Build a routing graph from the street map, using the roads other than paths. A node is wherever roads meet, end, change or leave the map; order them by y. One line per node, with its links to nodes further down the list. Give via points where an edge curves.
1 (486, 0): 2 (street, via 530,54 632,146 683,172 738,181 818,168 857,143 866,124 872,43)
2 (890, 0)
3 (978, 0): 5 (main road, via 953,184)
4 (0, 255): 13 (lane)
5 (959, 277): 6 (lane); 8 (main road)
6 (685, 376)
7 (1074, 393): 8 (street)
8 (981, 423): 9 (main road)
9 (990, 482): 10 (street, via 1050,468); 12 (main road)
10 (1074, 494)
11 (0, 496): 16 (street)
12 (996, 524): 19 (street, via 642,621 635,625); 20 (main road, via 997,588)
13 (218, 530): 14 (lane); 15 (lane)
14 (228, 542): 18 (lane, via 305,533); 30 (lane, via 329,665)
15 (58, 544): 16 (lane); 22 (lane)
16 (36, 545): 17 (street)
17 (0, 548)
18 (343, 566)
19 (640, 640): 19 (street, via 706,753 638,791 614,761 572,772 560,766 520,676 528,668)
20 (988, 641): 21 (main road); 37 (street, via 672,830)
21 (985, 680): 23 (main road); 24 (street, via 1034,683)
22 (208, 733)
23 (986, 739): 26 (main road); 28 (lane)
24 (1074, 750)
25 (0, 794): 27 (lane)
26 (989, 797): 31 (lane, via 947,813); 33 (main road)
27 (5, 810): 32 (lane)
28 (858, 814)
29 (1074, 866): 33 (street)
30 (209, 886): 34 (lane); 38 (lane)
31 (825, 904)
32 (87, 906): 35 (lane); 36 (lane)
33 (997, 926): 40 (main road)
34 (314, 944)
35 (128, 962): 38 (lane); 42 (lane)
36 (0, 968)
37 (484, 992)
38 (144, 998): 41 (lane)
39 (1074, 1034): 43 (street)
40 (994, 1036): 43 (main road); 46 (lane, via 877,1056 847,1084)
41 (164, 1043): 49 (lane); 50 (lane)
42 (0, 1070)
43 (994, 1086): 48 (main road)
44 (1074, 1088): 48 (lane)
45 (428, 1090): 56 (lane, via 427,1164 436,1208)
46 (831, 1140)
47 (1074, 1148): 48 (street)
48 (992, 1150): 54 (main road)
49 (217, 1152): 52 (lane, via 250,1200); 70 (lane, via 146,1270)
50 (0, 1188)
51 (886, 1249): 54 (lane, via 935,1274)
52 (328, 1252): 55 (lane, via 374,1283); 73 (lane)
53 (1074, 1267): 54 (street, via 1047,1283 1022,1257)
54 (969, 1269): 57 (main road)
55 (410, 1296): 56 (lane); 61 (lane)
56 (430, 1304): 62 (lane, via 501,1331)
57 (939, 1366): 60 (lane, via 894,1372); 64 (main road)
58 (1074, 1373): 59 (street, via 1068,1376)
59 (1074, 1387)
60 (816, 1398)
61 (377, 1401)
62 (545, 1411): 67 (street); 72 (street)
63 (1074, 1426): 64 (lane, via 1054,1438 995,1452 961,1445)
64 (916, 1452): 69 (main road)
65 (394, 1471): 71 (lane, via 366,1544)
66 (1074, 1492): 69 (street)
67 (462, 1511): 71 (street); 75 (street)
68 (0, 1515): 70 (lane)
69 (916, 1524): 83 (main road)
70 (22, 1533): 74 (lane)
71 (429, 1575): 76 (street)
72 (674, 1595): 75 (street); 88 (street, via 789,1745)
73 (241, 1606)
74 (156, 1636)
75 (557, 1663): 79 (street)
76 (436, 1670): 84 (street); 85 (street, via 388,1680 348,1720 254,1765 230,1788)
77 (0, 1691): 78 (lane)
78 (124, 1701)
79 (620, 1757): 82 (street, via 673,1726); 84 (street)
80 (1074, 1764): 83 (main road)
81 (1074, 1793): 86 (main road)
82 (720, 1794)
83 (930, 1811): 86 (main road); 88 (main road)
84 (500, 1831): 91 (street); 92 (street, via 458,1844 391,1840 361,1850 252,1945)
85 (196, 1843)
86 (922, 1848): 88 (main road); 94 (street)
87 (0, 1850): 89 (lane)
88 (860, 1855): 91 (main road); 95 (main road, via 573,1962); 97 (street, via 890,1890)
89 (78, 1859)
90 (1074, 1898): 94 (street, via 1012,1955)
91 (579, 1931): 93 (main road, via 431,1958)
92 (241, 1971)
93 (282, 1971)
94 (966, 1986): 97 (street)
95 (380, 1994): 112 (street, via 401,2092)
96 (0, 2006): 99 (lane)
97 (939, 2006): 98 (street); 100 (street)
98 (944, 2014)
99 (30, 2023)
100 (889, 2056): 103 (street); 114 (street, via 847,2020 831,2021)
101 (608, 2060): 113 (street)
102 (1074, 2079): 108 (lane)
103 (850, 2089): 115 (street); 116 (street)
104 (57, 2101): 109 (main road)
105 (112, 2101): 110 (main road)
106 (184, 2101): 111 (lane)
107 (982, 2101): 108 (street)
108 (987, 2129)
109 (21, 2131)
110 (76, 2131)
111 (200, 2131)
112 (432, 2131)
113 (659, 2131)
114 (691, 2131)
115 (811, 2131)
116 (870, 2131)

[WHAT THE TASK REQUIRES] The entries shown above must be reproduced in full, exactly as written.

[COMPLETED EXERCISE]
Build a routing graph from the street map, using the roads other than paths. A node is wherever roads meet, end, change or leave the map; order them by y. One line per node, with its links to nodes further down the list. Give via points where an edge curves.
1 (486, 0): 2 (street, via 530,54 632,146 683,172 738,181 818,168 857,143 866,124 872,43)
2 (890, 0)
3 (978, 0): 5 (main road, via 953,184)
4 (0, 255): 13 (lane)
5 (959, 277): 6 (lane); 8 (main road)
6 (685, 376)
7 (1074, 393): 8 (street)
8 (981, 423): 9 (main road)
9 (990, 482): 10 (street, via 1050,468); 12 (main road)
10 (1074, 494)
11 (0, 496): 16 (street)
12 (996, 524): 19 (street, via 642,621 635,625); 20 (main road, via 997,588)
13 (218, 530): 14 (lane); 15 (lane)
14 (228, 542): 18 (lane, via 305,533); 30 (lane, via 329,665)
15 (58, 544): 16 (lane); 22 (lane)
16 (36, 545): 17 (street)
17 (0, 548)
18 (343, 566)
19 (640, 640): 19 (street, via 706,753 638,791 614,761 572,772 560,766 520,676 528,668)
20 (988, 641): 21 (main road); 37 (street, via 672,830)
21 (985, 680): 23 (main road); 24 (street, via 1034,683)
22 (208, 733)
23 (986, 739): 26 (main road); 28 (lane)
24 (1074, 750)
25 (0, 794): 27 (lane)
26 (989, 797): 31 (lane, via 947,813); 33 (main road)
27 (5, 810): 32 (lane)
28 (858, 814)
29 (1074, 866): 33 (street)
30 (209, 886): 34 (lane); 38 (lane)
31 (825, 904)
32 (87, 906): 35 (lane); 36 (lane)
33 (997, 926): 40 (main road)
34 (314, 944)
35 (128, 962): 38 (lane); 42 (lane)
36 (0, 968)
37 (484, 992)
38 (144, 998): 41 (lane)
39 (1074, 1034): 43 (street)
40 (994, 1036): 43 (main road); 46 (lane, via 877,1056 847,1084)
41 (164, 1043): 49 (lane); 50 (lane)
42 (0, 1070)
43 (994, 1086): 48 (main road)
44 (1074, 1088): 48 (lane)
45 (428, 1090): 56 (lane, via 427,1164 436,1208)
46 (831, 1140)
47 (1074, 1148): 48 (street)
48 (992, 1150): 54 (main road)
49 (217, 1152): 52 (lane, via 250,1200); 70 (lane, via 146,1270)
50 (0, 1188)
51 (886, 1249): 54 (lane, via 935,1274)
52 (328, 1252): 55 (lane, via 374,1283); 73 (lane)
53 (1074, 1267): 54 (street, via 1047,1283 1022,1257)
54 (969, 1269): 57 (main road)
55 (410, 1296): 56 (lane); 61 (lane)
56 (430, 1304): 62 (lane, via 501,1331)
57 (939, 1366): 60 (lane, via 894,1372); 64 (main road)
58 (1074, 1373): 59 (street, via 1068,1376)
59 (1074, 1387)
60 (816, 1398)
61 (377, 1401)
62 (545, 1411): 67 (street); 72 (street)
63 (1074, 1426): 64 (lane, via 1054,1438 995,1452 961,1445)
64 (916, 1452): 69 (main road)
65 (394, 1471): 71 (lane, via 366,1544)
66 (1074, 1492): 69 (street)
67 (462, 1511): 71 (street); 75 (street)
68 (0, 1515): 70 (lane)
69 (916, 1524): 83 (main road)
70 (22, 1533): 74 (lane)
71 (429, 1575): 76 (street)
72 (674, 1595): 75 (street); 88 (street, via 789,1745)
73 (241, 1606)
74 (156, 1636)
75 (557, 1663): 79 (street)
76 (436, 1670): 84 (street); 85 (street, via 388,1680 348,1720 254,1765 230,1788)
77 (0, 1691): 78 (lane)
78 (124, 1701)
79 (620, 1757): 82 (street, via 673,1726); 84 (street)
80 (1074, 1764): 83 (main road)
81 (1074, 1793): 86 (main road)
82 (720, 1794)
83 (930, 1811): 86 (main road); 88 (main road)
84 (500, 1831): 91 (street); 92 (street, via 458,1844 391,1840 361,1850 252,1945)
85 (196, 1843)
86 (922, 1848): 88 (main road); 94 (street)
87 (0, 1850): 89 (lane)
88 (860, 1855): 91 (main road); 95 (main road, via 573,1962); 97 (street, via 890,1890)
89 (78, 1859)
90 (1074, 1898): 94 (street, via 1012,1955)
91 (579, 1931): 93 (main road, via 431,1958)
92 (241, 1971)
93 (282, 1971)
94 (966, 1986): 97 (street)
95 (380, 1994): 112 (street, via 401,2092)
96 (0, 2006): 99 (lane)
97 (939, 2006): 98 (street); 100 (street)
98 (944, 2014)
99 (30, 2023)
100 (889, 2056): 103 (street); 114 (street, via 847,2020 831,2021)
101 (608, 2060): 113 (street)
102 (1074, 2079): 108 (lane)
103 (850, 2089): 115 (street); 116 (street)
104 (57, 2101): 109 (main road)
105 (112, 2101): 110 (main road)
106 (184, 2101): 111 (lane)
107 (982, 2101): 108 (street)
108 (987, 2129)
109 (21, 2131)
110 (76, 2131)
111 (200, 2131)
112 (432, 2131)
113 (659, 2131)
114 (691, 2131)
115 (811, 2131)
116 (870, 2131)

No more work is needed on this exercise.